Mobilités à Genève : des solutions concrètes

Détail

Un grand nombre de déplacements entre la France et la Suisse continue à se faire en voiture individuelle, ce qui entraine une pollution atmosphérique et sonore ainsi que de
fortes congestions aux heures de pointe. Les communes des petites douanes et les habitants des centres urbains sont particulièrement touchés.

Dans ce contexte, et pour améliorer la situation, l’Etat souhaite développer la multi­modalité. Cela signifie utiliser plusieurs moyens de transport sur un même trajet. Les automo­bilistes doivent pouvoir laisser leur voiture dans de nouveaux parkings relais avant d’entrer à Genève et continuer leur trajet en transports publics. L’extension de voies de bus et de trams ainsi que des vélos en libre-service sont prévus à proximité de ces parkings relais, afin d’améliorer les temps de trajet et d’éviter les ruptures de parcours, qui dé­couragent les automobilistes à laisser leur voiture. 

L’objectif est clair : réduire les bouchons et fluidifier la circu­lation pour la population et les entreprises du canton. Selon l’of­fice cantonal des transports, ces projets pourraient diminuer le trafic d’environ 15’000 véhicules par jour sur tout le canton. Leur coût total se monte à 182,7 mil­lions, dont la plus grande part serait à la charge de la France. Genève participerait au finance­ment à hauteur de 39,5 millions de francs. 
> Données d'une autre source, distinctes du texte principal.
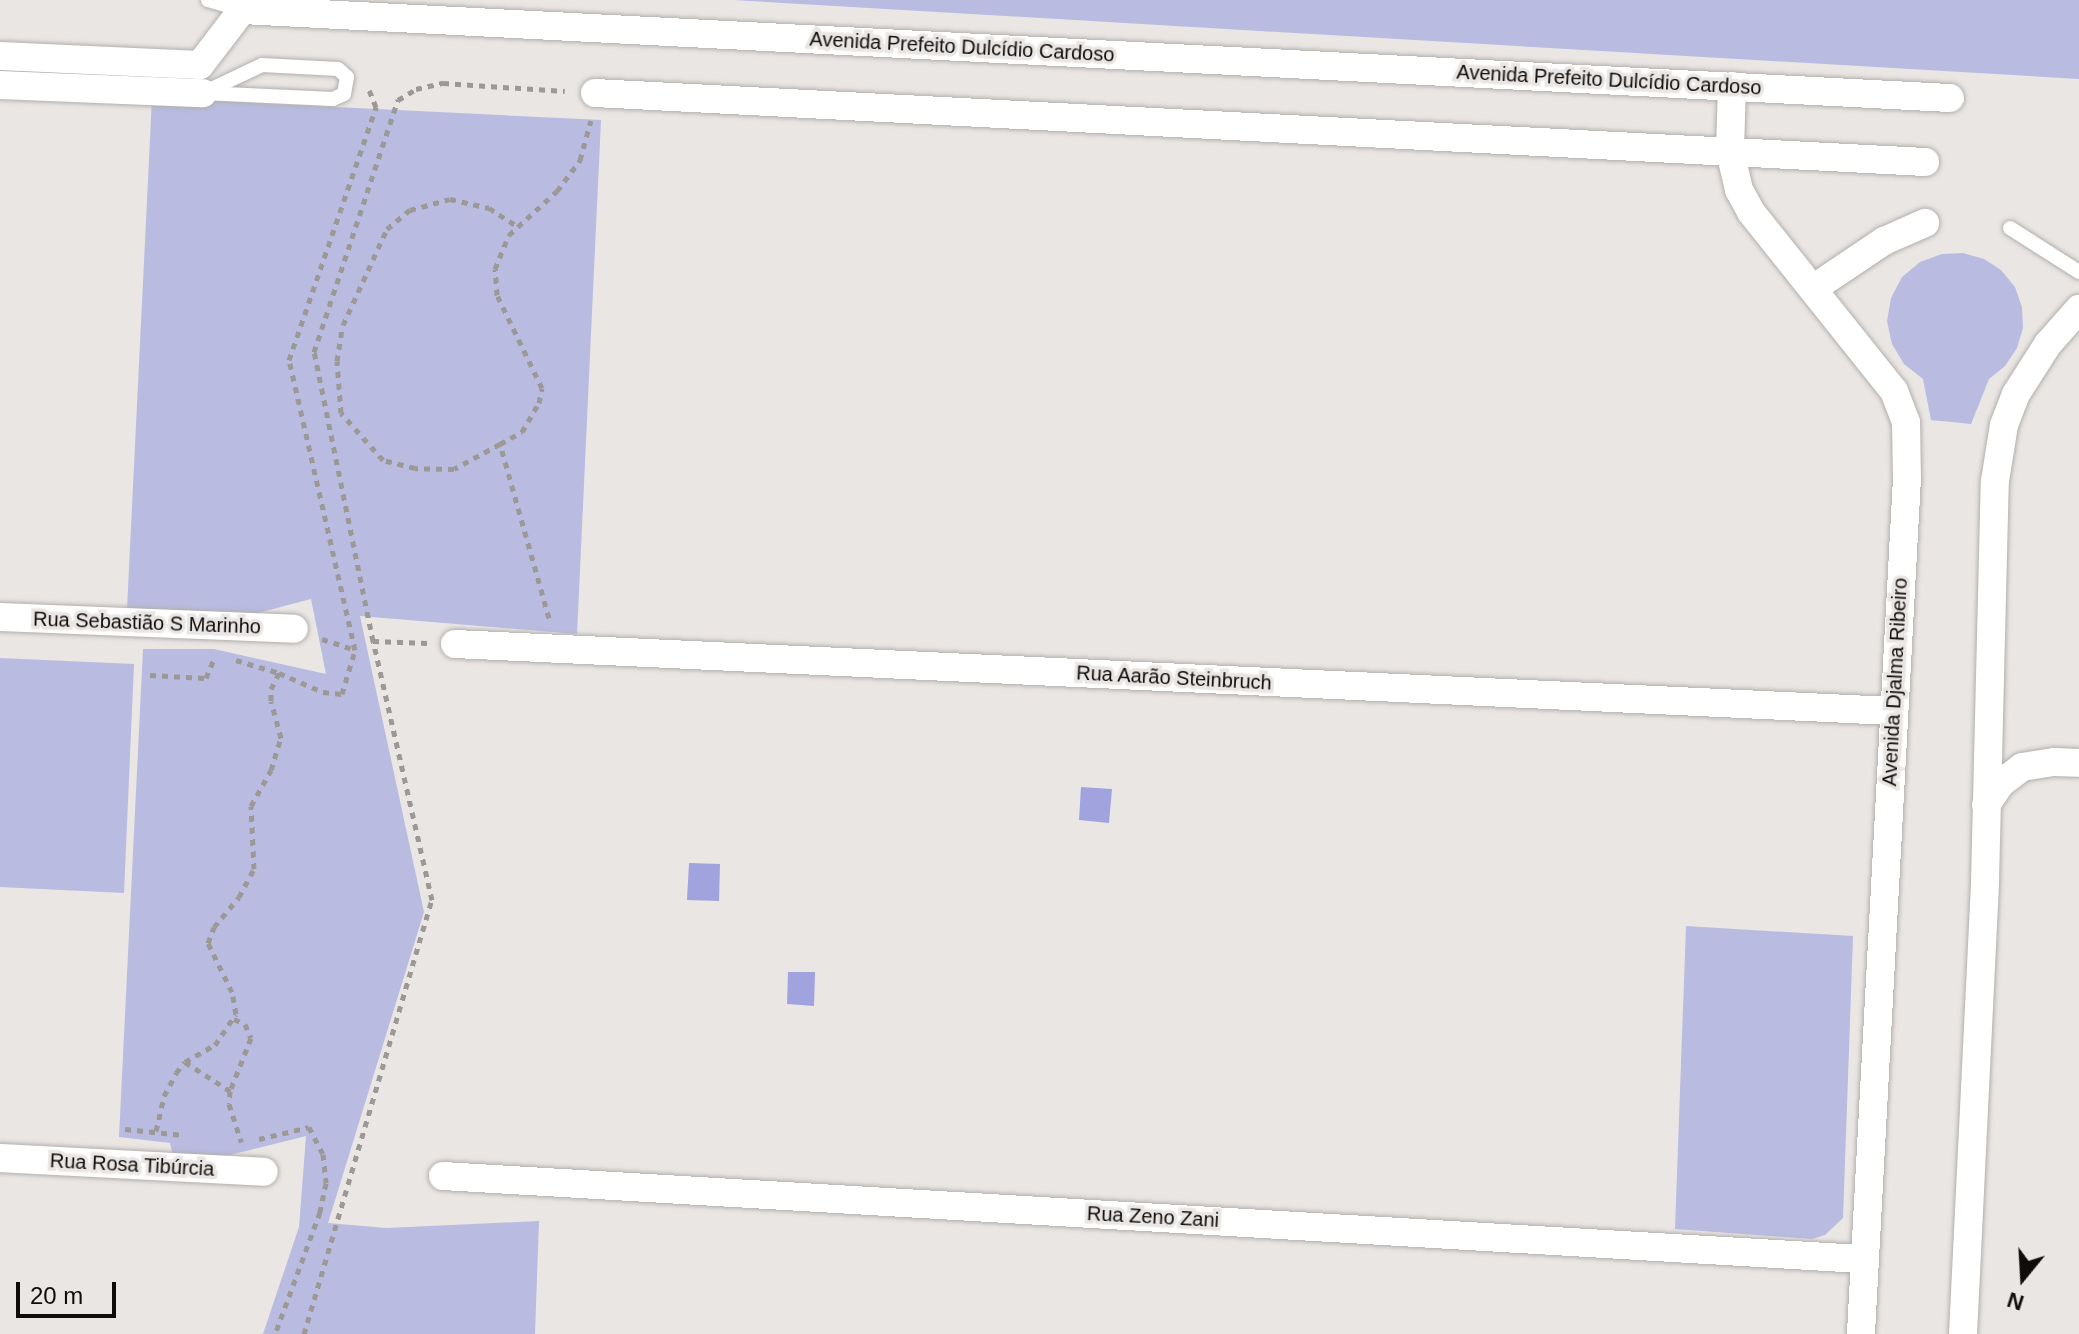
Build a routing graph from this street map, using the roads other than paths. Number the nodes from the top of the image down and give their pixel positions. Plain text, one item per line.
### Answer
1 (208, 0) edge
2 (242, 10) junction
3 (0, 56) edge
4 (0, 85) edge
5 (1732, 86) junction
6 (203, 93) junction
7 (595, 93) road end
8 (1950, 98) dead end
9 (1730, 151) junction
10 (1925, 162) dead end
11 (1925, 223) dead end
12 (2010, 228) dead end
13 (2079, 272) edge
14 (1814, 288) junction
15 (2079, 309) edge
16 (0, 617) edge
17 (294, 629) dead end
18 (455, 644) road end
19 (1893, 711) junction
20 (2079, 763) edge
21 (1986, 805) junction
22 (0, 1158) edge
23 (264, 1172) dead end
24 (443, 1176) dead end
25 (1863, 1259) junction
26 (1861, 1334) edge
27 (1963, 1334) edge

1 - 2 lane
2 - 3 street
2 - 5 street, Avenida Prefeito Dulcídio Cardoso
4 - 6 street
5 - 8 street, Avenida Prefeito Dulcídio Cardoso
5 - 9 street, Avenida Djalma Ribeiro
6 - 6 lane
7 - 9 street
9 - 10 street
9 - 14 street, Avenida Djalma Ribeiro
11 - 14 street
12 - 13 lane
14 - 19 street, Avenida Djalma Ribeiro
15 - 21 street
16 - 17 street, Rua Sebastião S Marinho
18 - 19 street, Rua Aarão Steinbruch
19 - 25 street, Avenida Djalma Ribeiro
20 - 21 street
21 - 27 street
22 - 23 street, Rua Rosa Tibúrcia
24 - 25 street, Rua Zeno Zani
25 - 26 street, Avenida Djalma Ribeiro

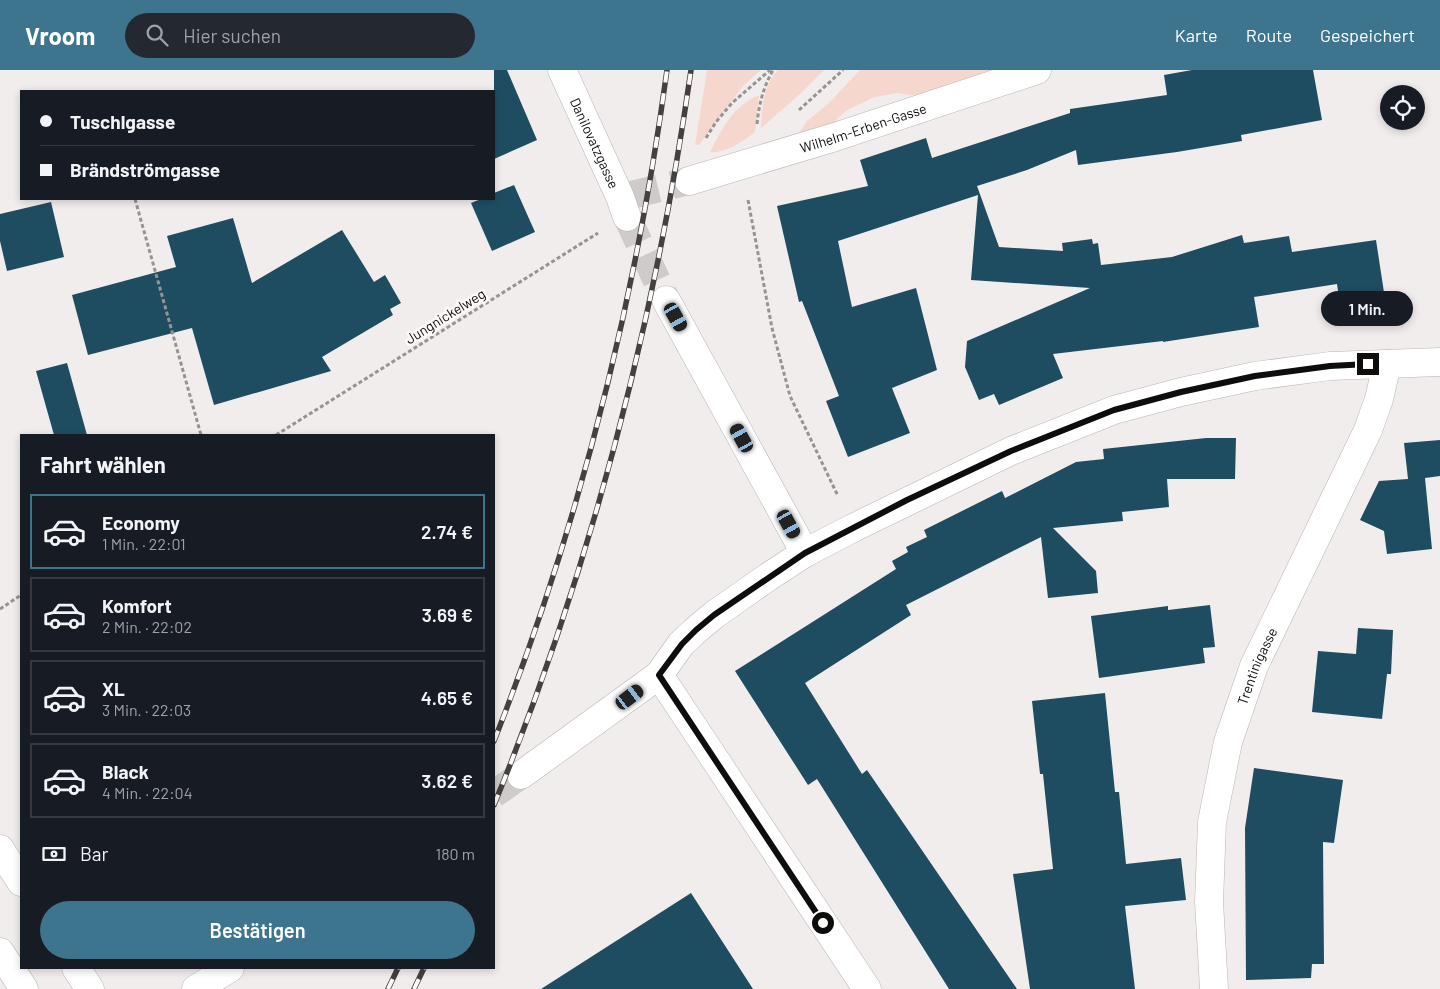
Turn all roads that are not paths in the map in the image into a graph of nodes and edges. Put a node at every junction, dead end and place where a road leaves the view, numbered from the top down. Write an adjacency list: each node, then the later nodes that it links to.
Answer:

En soutenant des solutions à proximité de ses frontières, Genève économise doublement : sur des aménagements de mo­bilité qui coûteraient beaucoup plus cher s’ils étaient construits sur sol genevois et en réduisant les coûts relatifs à la congestion et à ses effets sur la santé de sa population. 

Cet investissement sera soumis au vote populaire le 27 septembre 2026.